La mortalità cala, ma i contagi da 10 anni sono costanti. Nel continente 153 mila nuove diagnosi nel 2015: un record. Colpa della poca prevenzione. I migranti? S’ammalano qui. Terapie, costi, falsi miti: l’inchiesta.

Se la prima parte della nostra inchiesta era dedicata a ricostruire la storia della diffusione del virus dell’Hiv, la seconda ha invece lo scopo di aggiornare i dati sulla malattia, sulle nuove diagnosi d’infezione e sugli investimenti sostenuti per contrastarne la propagazione. Una mappatura che obbligatoriamente parte dagli Stati Uniti, primo donatore al mondo nella ricerca attraverso il Fondo Globale, grazie a un investimento pari a 4,3 miliardi di dollari, a fronte di risorse complessive del Global Fund equivalenti a circa 13 miliardi di dollari per il triennio 2017-19. Per questo motivo, quando si parla d’infezione Hiv un’attenzione particolare va rivolta al Paese sede dei principali studi e ricerche sulla malattia.

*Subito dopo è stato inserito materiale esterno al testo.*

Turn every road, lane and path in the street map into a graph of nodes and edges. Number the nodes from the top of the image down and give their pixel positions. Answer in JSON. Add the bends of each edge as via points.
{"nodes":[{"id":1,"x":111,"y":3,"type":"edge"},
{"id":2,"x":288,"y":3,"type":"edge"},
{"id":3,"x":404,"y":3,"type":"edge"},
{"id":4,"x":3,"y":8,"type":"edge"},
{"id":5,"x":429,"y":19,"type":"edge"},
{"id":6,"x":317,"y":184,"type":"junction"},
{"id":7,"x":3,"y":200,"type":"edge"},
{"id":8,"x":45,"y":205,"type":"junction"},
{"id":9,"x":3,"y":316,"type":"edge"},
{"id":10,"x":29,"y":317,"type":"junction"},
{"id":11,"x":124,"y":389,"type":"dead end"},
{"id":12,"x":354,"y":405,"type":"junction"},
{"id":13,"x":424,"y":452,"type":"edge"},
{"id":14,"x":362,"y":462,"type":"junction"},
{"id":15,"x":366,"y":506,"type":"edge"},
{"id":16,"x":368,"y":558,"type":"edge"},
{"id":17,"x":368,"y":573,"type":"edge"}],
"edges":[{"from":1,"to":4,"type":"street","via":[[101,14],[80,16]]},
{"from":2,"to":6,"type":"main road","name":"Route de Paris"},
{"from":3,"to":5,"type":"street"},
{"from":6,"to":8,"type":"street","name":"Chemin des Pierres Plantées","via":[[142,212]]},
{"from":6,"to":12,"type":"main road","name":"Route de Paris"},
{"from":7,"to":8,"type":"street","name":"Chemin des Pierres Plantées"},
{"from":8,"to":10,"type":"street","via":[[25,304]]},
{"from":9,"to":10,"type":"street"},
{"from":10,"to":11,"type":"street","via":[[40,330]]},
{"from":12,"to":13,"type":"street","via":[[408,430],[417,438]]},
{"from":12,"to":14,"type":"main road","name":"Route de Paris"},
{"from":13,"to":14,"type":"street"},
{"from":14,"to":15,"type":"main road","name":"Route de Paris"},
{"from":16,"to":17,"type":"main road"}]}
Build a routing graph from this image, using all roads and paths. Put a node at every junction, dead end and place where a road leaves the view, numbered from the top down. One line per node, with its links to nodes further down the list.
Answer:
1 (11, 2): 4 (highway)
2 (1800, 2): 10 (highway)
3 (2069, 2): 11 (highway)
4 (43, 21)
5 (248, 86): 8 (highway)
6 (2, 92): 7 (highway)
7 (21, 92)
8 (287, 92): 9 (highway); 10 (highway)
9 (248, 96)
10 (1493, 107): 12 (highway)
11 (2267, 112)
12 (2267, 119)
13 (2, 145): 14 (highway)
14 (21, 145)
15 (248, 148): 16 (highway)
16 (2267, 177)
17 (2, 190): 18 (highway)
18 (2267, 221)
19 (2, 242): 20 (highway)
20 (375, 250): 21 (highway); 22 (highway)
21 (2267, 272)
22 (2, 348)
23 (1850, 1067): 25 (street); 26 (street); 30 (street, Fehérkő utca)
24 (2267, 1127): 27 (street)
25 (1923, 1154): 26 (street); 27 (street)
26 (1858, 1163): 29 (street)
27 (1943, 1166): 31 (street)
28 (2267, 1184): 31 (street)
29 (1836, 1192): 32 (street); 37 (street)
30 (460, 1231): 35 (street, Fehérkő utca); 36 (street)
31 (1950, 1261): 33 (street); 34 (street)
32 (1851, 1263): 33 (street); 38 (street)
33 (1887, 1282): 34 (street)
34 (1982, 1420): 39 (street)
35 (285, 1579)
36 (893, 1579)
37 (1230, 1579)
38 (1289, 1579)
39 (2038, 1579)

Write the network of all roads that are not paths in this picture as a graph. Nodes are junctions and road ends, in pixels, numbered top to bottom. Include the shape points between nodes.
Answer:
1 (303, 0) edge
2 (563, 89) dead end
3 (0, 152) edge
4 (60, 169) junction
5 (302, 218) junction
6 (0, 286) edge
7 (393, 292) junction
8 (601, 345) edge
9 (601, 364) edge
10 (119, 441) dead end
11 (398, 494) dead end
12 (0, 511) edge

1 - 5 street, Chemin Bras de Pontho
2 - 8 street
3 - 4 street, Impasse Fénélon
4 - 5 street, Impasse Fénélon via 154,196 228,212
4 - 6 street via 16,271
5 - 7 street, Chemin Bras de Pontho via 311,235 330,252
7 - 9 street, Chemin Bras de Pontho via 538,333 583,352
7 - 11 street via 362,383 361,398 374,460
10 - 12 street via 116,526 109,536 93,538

IL DIBATTITO SUL “PAZIENTE ZERO”. Iniziamo con una piccola curiosità storica: secondo quanto riporta l’agenzia Ansa non è mai esistito il “paziente zero”. S’è trattato solo di un equivoco, si legge nella nota, «che ha accompagnato la storia dell’Aids e di altre epidemie recenti, come l’Ebola. Questa definizione nasce, infatti, da una serie di errori e fraintendimenti. Alcuni sono legati alla storia di Gaetan Dugas, giovane steward dell’Air Canada, morto nel 1984 e additato in un libro degli Anni 80 come il primo responsabile della diffusione del virus Hiv negli Stati Uniti». A chiarire il malinteso, dopo più di 30 anni, è stata la ricerca pubblicata sulla rivista Nature e coordinata da Michael Worobey, del dipartimento di Biologia evoluzionistica dell’università dell’Arizona a Tucson.